Voice and Mood: A Linguistic Approach by David L. Mathewson is the first book out in Baker Academic’s Essentials of Biblical Greek Grammar series edited by Stanley E. Porter. This book covers two important areas of NT Greek study that are often overlooked.
Part 1 is on voice. Part 2 is on mood. The chapters on voice cover recent scholarship, linguistic models, and an argument for three voices. The chapters on mood cover recent scholarship, an overview of the mood system, and treatment of infinitives and participles.
Voice
Mathewson surveys the standard grammars and cites weaknesses such as basic models, limited understanding, and the multiplication of questionable labels based on context and interpretation. He summarizes the work of Rutger Allan and Rachel Aubrey on the middle and passive voices. Bryan Fletcher’s work is noted for incorporating Systemic Functional Linguistics (SFL). Mathewson then analyzes voice by adapting SFL to propose insights using the terminology of transitivity, medium, agent, and ergativity. Transitivity considers “who does what to whom.” Medium is “the thing through which the process is actualized.” Agent is the “external cause of action.” And ergativity is “the cause of the action internal or external to the verbal process.”
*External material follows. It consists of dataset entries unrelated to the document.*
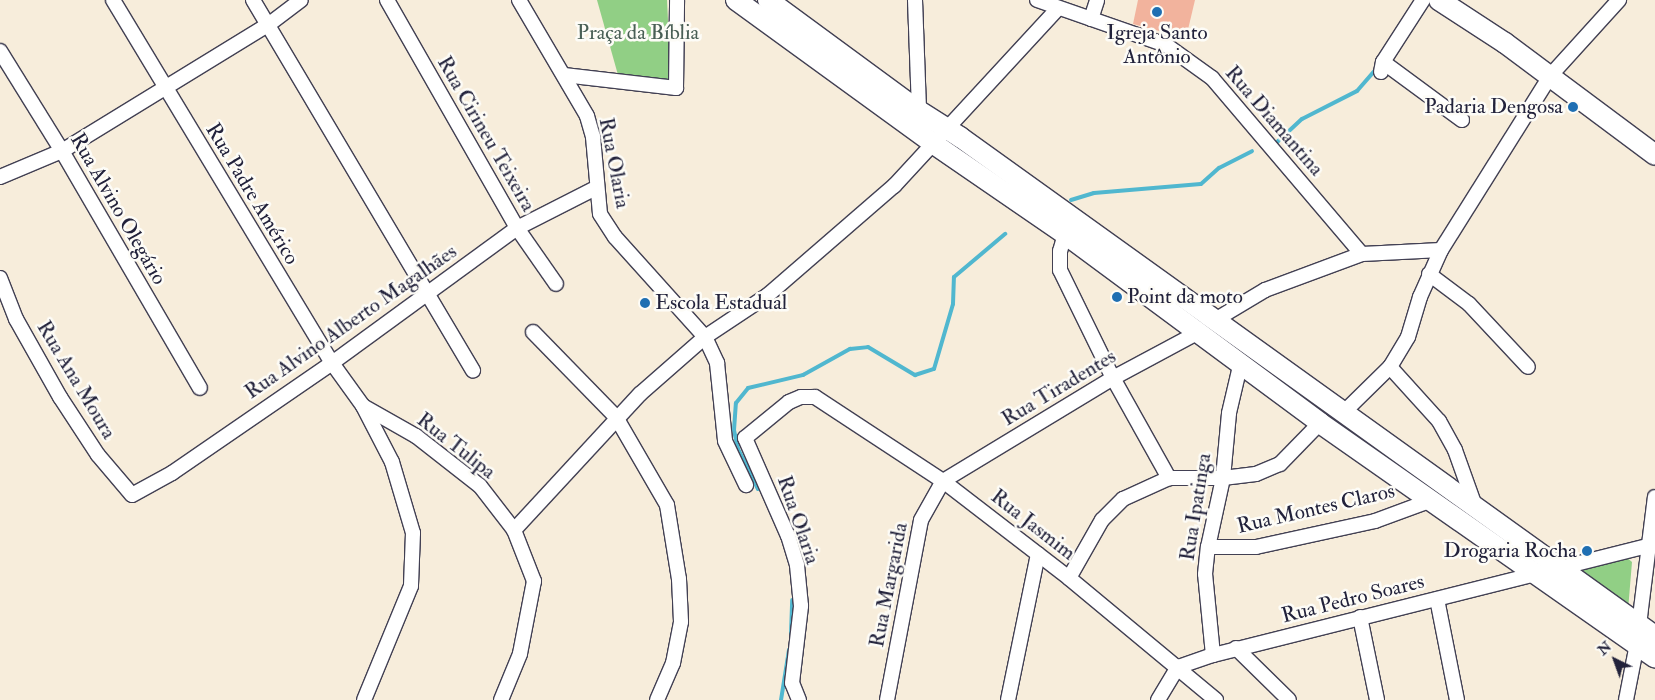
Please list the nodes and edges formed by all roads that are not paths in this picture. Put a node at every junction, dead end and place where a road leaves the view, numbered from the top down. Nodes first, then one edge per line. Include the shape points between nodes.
1 (113, 0) edge
2 (253, 0) edge
3 (301, 0) edge
4 (387, 0) edge
5 (520, 0) edge
6 (677, 0) edge
7 (736, 0) edge
8 (768, 0) edge
9 (915, 0) edge
10 (1037, 0) edge
11 (1097, 0) edge
12 (1423, 0) edge
13 (1439, 0) edge
14 (1619, 0) edge
15 (1058, 8) junction
16 (1091, 19) junction
17 (268, 24) junction
18 (0, 51) edge
19 (564, 75) junction
20 (1550, 76) junction
21 (164, 89) junction
22 (919, 112) junction
23 (1462, 120) dead end
24 (948, 129) junction
25 (934, 144) junction
26 (62, 150) junction
27 (1655, 155) edge
28 (0, 177) edge
29 (596, 188) junction
30 (516, 228) junction
31 (1065, 234) junction
32 (1441, 250) junction
33 (1362, 254) junction
34 (1429, 274) junction
35 (0, 278) edge
36 (556, 284) dead end
37 (426, 294) junction
38 (1215, 320) junction
39 (533, 332) dead end
40 (1197, 333) junction
41 (704, 337) junction
42 (332, 363) junction
43 (1240, 366) junction
44 (1390, 367) junction
45 (1528, 367) dead end
46 (473, 371) dead end
47 (1112, 378) junction
48 (200, 388) dead end
49 (815, 397) joint
50 (363, 406) junction
51 (1342, 414) junction
52 (616, 417) junction
53 (1320, 424) junction
54 (1168, 478) junction
55 (1223, 478) junction
56 (942, 481) junction
57 (746, 485) dead end
58 (132, 495) joint
59 (1655, 497) edge
60 (1432, 500) junction
61 (1475, 506) junction
62 (514, 530) junction
63 (1652, 545) edge
64 (1208, 547) junction
65 (1038, 554) junction
66 (1556, 568) junction
67 (1534, 574) junction
68 (1069, 578) junction
69 (1437, 599) junction
70 (1360, 617) junction
71 (1644, 635) edge
72 (1236, 648) junction
73 (1212, 655) junction
74 (1655, 658) edge
75 (1178, 667) junction
76 (364, 700) edge
77 (501, 700) edge
78 (657, 700) edge
79 (798, 700) edge
80 (887, 700) edge
81 (1008, 700) edge
82 (1158, 700) edge
83 (1216, 700) edge
84 (1289, 700) edge
85 (1377, 700) edge
86 (1457, 700) edge
87 (1626, 700) edge

1 - 21 street, Rua Padre Américo
2 - 17 street
3 - 17 street
4 - 30 street, Rua Cirineu Teixeira
5 - 19 street, Rua Olaria
6 - 19 street via 676,88
7 - 25 main road
8 - 22 main road
9 - 22 street
10 - 15 street, Rua Diamantina
11 - 16 street
12 - 23 street via 1382,67
13 - 20 main road
14 - 20 street
15 - 16 street, Rua Diamantina
15 - 24 street
16 - 33 street, Rua Diamantina via 1166,45 1212,78
17 - 21 street
17 - 37 street
18 - 26 street, Rua Alvino Olegário
19 - 29 street, Rua Olaria via 587,116 593,137
20 - 27 main road
20 - 32 street
21 - 26 street
21 - 42 street, Rua Padre Américo
22 - 24 main road
24 - 25 street
24 - 38 main road
25 - 31 main road
25 - 41 street via 894,186 768,295
26 - 28 street
26 - 48 street, Rua Alvino Olegário
29 - 30 street, Rua Alvino Alberto Magalhães
29 - 41 street, Rua Olaria via 600,214 615,237
30 - 36 street, Rua Cirineu Teixeira
30 - 37 street, Rua Alvino Alberto Magalhães
31 - 40 main road
31 - 47 street via 1060,251 1060,270
32 - 33 street
32 - 34 street
33 - 38 street via 1265,290
34 - 44 street via 1408,337
34 - 45 street via 1469,304
35 - 58 street, Rua Ana Moura via 16,319 60,397 98,455
37 - 42 street, Rua Alvino Alberto Magalhães
37 - 46 street
38 - 51 main road
39 - 52 street
40 - 43 main road
40 - 47 street, Rua Tiradentes
41 - 52 street
41 - 57 street, Rua Olaria via 717,363 722,386 725,441
42 - 50 street, Rua Padre Américo
42 - 58 street, Rua Alvino Alberto Magalhães via 172,473
43 - 53 main road
43 - 55 street, Rua Ipatinga via 1229,413
44 - 51 street
44 - 61 street via 1439,421 1456,450
47 - 54 street
47 - 56 street, Rua Tiradentes
49 - 56 street, Rua Jasmim
49 - 79 street, Rua Olaria via 801,397 789,402 745,438 785,529 797,565 801,606 792,683
50 - 62 street, Rua Tulipa via 416,436 480,486
50 - 76 street, Rua Padre Américo via 392,462 413,533 411,586
51 - 61 main road
52 - 62 street
52 - 78 street via 667,505 679,579 681,622 673,662
53 - 55 street via 1280,464 1256,474
53 - 60 main road
54 - 55 street
54 - 68 street via 1123,499 1102,520
55 - 64 street, Rua Ipatinga
56 - 65 street, Rua Jasmim
56 - 80 street, Rua Margarida via 921,520
59 - 63 street
60 - 64 street, Rua Montes Claros via 1375,521 1256,547
60 - 67 main road
61 - 66 main road
62 - 77 street, Rua Tulipa via 534,581 520,654
63 - 66 street, Rua Pedro Soares
63 - 71 street
64 - 73 street, Rua Ipatinga via 1205,574
65 - 68 street, Rua Jasmim
65 - 81 street
66 - 67 street, Rua Pedro Soares
66 - 71 main road
67 - 69 street, Rua Pedro Soares
67 - 71 main road
68 - 75 street, Rua Jasmim
69 - 70 street, Rua Pedro Soares
69 - 86 street
70 - 72 street, Rua Pedro Soares
70 - 85 street
71 - 74 main road
71 - 87 street
72 - 73 street, Rua Pedro Soares
72 - 84 street
73 - 75 street, Rua Pedro Soares
75 - 82 street
75 - 83 street, Rua Jasmim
According to the author’s analysis, causality is the primary semantic feature of voice. And as a result, he argues for three voices (active, passive, and middle) because causality is the distinguishing feature between the middle and passive.
Mood
Mathews again surveys the standard grammars and finds fault with them for multiplying labels, little progress on evaluating the semantics of the indicative and nonindicative, and a failure to incorporate the findings of modern linguistics.
Mood is defined as “the speaker’s commitment with respect to the factual status of what he is saying.” It’s the perspective of the author/speaker’s conception or portrayal of the action (not reality). The semantics of the indicative and nonindicative are then considered in terms of assertion and nonassertion respectively. Infinitives merely “refer to the action of the verb” without presupposing anything about said verb. Participles do the presupposing by grammaticalizing the author’s portrayal of an action’s reality.
Conclusion
Mathewson offers a technical overview of two overlooked areas of Greek grammar. He identifies weaknesses in our standard grammars and points to scholarly advances, and his application of SFL offers promising methods for a more robust understanding of voice and mood. Hopefully other grammarians will test his findings and offer simpler presentations that would benefit students. I look forward to reading more books in this new series.
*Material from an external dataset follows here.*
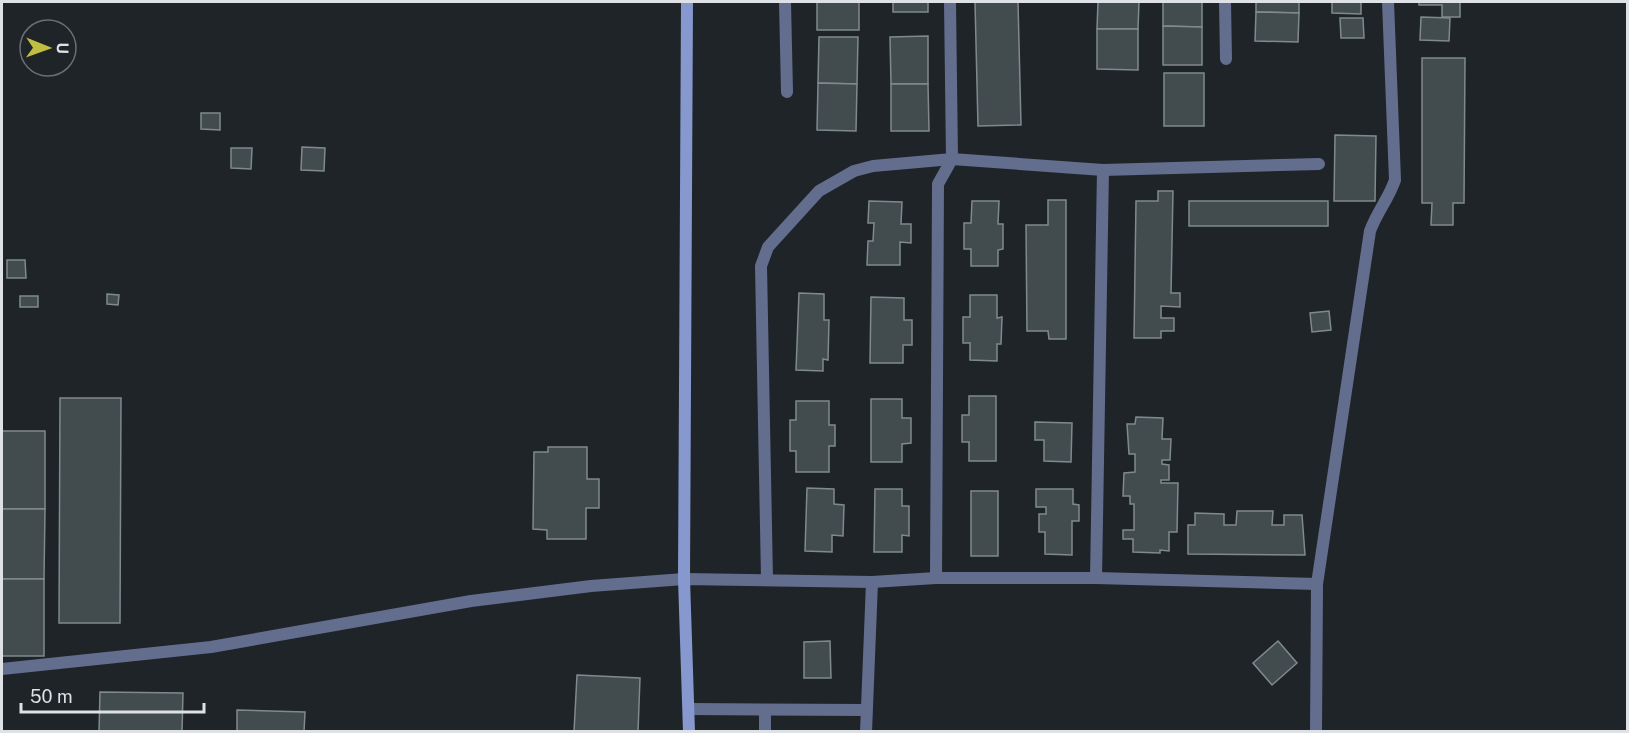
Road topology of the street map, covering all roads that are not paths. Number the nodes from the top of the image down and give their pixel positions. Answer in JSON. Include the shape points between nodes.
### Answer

Special thanks to Baker Academic for a free digital review copy of this book. This did not affect my thoughts in any way so far as I know.
While in general I’d like to see more awareness of linguistics among NT commentators, I wonder whether there might need to be some gentle push-back where at times there seems it seems to be implied that not (fully) accepting Stanley Porter’s views on verbal aspect will land one with the label “not linguistically informed.”
In any case, a very accessible work by the same author (with another) is “Intermediate Greek Grammar.” He also has a handbook on Revelation in the Baylor Handbook on the Greek New Testament series.
Well put, Stephen. Porter is portrayed as the hero throughout this book. And I also enjoyed Mathewson and Emig’s Greek Grammar!